The common goal for everyone on the team is to share their love for the written word with the world. In the hustle of the day-to-day activities, milestones are achieved, and recognizing their significance is important. Here are a few milestone scenarios to consider.

● Scenario #1. You’re almost literally buried under a pile of paperwork, and that quick glance at your calendar makes you jump out of your chair. The eighth anniversary of the founding of your company is fast approaching, and with your head down while busily publishing books, the date almost slipped by unnoticed.

● Scenario #2. After attending Book Expo America and meeting people from all over the world, you receive your first speaking invitation.

● Scenario #3. Although e-formats used to be foreign to you, now your list includes not one but five e-books. Plans to increase e-book production are well under way and your e-books are finding their way onto e-readers across the country.

How you define a milestone is up to you, of course. Whether it resembles one of the above or it’s your 25th title, your first foreign rights sale, or a starred review for a new book, take a moment to celebrate your success.

 

Milestone Moves

Thank your teammates. The first author you signed a contract with, the printer who moves heaven and earth to make sure books arrive at your distributor on time, and the bookstore buyer who took a chance on stocking your titles are part of the team that has helped you succeed.

In this fast-paced digital age where inboxes are filled in a nanosecond, a handwritten note is a rarity. Take a few moments to craft a personalized message of thanks and, if your budget allows, also send a token of appreciation such as a packet of tea or fresh roasted coffee from a local merchant.

Spread the word. Sing it from the rooftop or, if you’re not vocally inclined, share the news online via your Web site, your blog, or other social media.

Generate buzz for the official announcement by sending out electronic invitations to watch your site for an announcement.

Consider adding a countdown clock to your site to build excitement, and post teasers every few days leading up to the big day.

Develop an electronic media kit to send out with media advisories. Include an organizational history, a list of major accomplishments, meaningful statistics (total number of books published or awards won, for example), relevant photographs, accolades, reviews, and contact information.

Profile your employees on your Web site and in marketing pieces related to the announcement to show the faces behind the company name. If some employees don’t want their photos posted, be creative and use images of their favorite literary characters instead.

Design a commemorative seal to be included in your email signature, your social media pages, and your Web site and blog to mark the milestone. Also, incorporate the seal in your catalogs, ads, and other marketing materials.

Host an event. Partner with a business in your community that is also celebrating a milestone.
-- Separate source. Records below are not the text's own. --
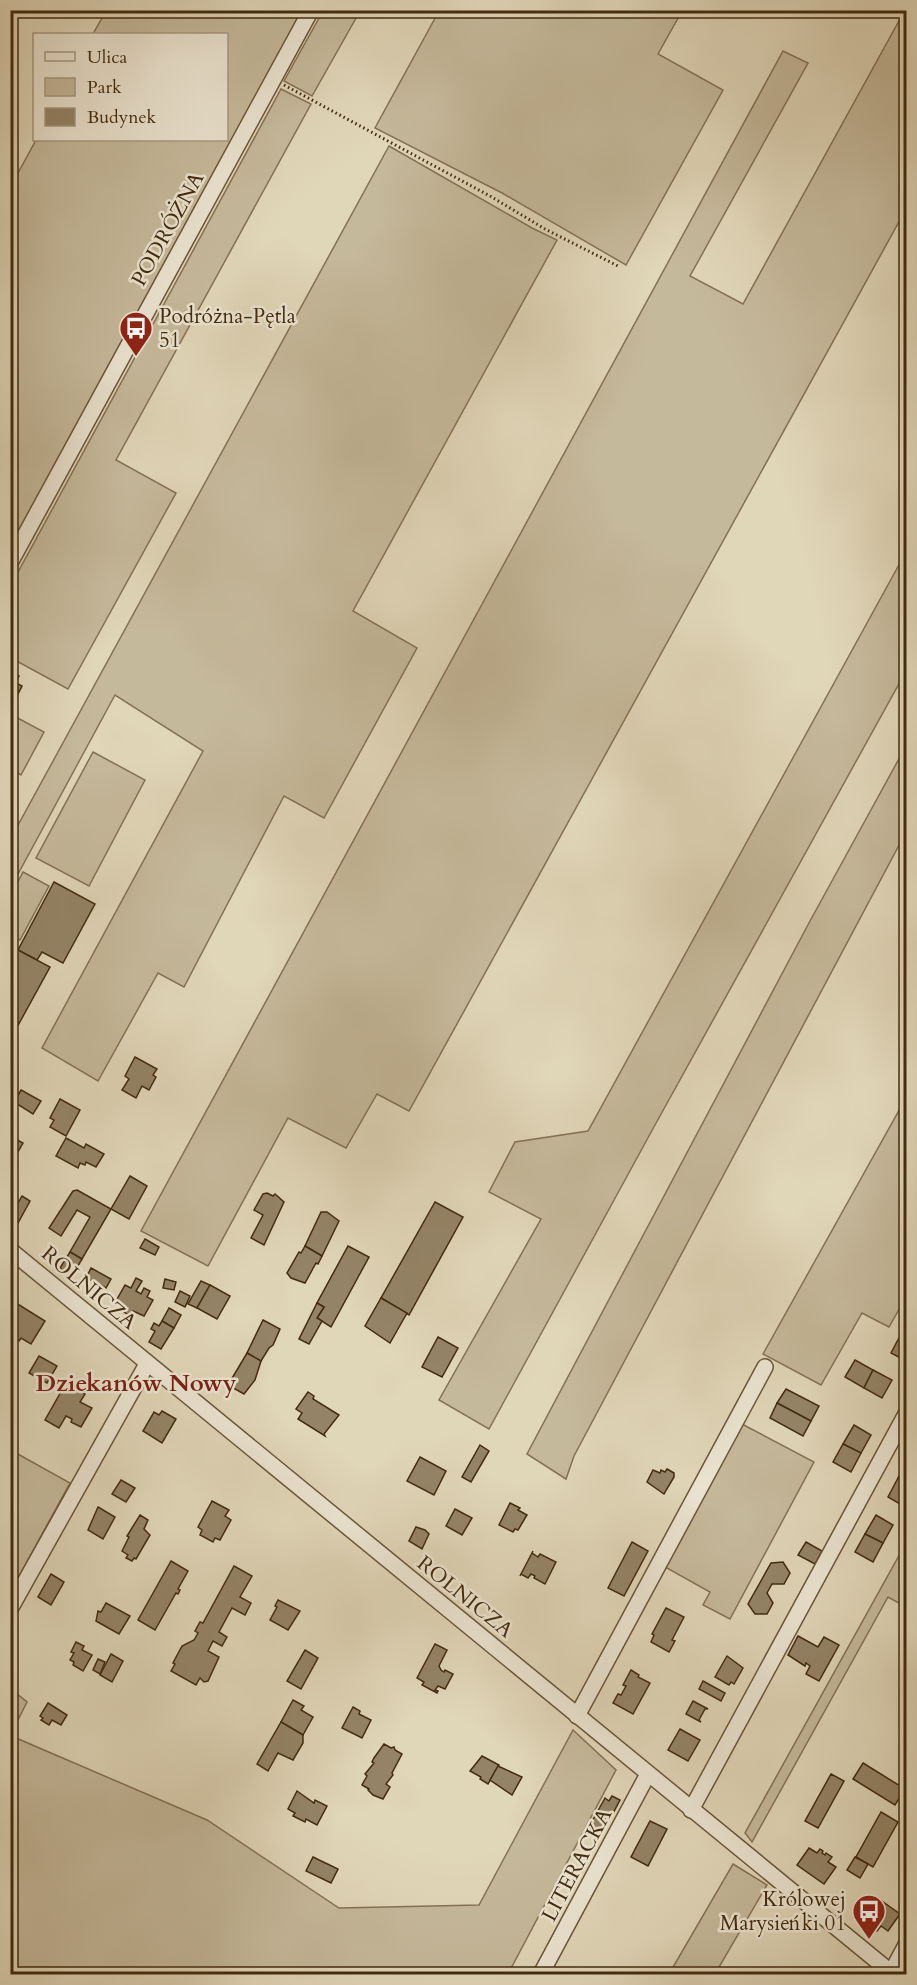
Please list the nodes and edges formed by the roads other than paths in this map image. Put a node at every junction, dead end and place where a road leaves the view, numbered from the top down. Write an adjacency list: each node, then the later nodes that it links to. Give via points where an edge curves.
1 (311, 10): 2 (street, PODRÓŻNA)
2 (10, 562)
3 (10, 1250): 4 (street, ROLNICZA)
4 (147, 1364): 7 (street); 8 (street, ROLNICZA)
5 (765, 1367): 8 (street)
6 (906, 1414): 10 (street)
7 (10, 1609)
8 (577, 1716): 9 (street, ROLNICZA)
9 (648, 1774): 10 (street, ROLNICZA); 12 (street, LITERACKA)
10 (691, 1810): 13 (street, ROLNICZA)
11 (906, 1945): 13 (street)
12 (541, 1974)
13 (892, 1974)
Pooling resources and invitation lists is a great way to forge new relationships and draw new faces to your network.

Organize an open house or a party with a theme and invite a local celebrity or media personality to be the emcee.

Send a save-the-date postcard or email about two months before your event and follow up with an invitation four weeks before it.

Take photos at the event, and if you have access to a video camera, ask guests to record a congratulatory message for use on your Web site and otherwise.

After the event, email each attendee a few photos of it with a note thanking them for attending.

Identify future milestones such as anniversaries and anticipated achievements on a multiyear calendar with key planning dates so your moments of success don’t go by unnoticed.

Be it the fifth printing of a backlist title, selling the 500th copy of a newly published book, or signing a book with a new author, each milestone in your business is a testament to your success and a building block for success going forward.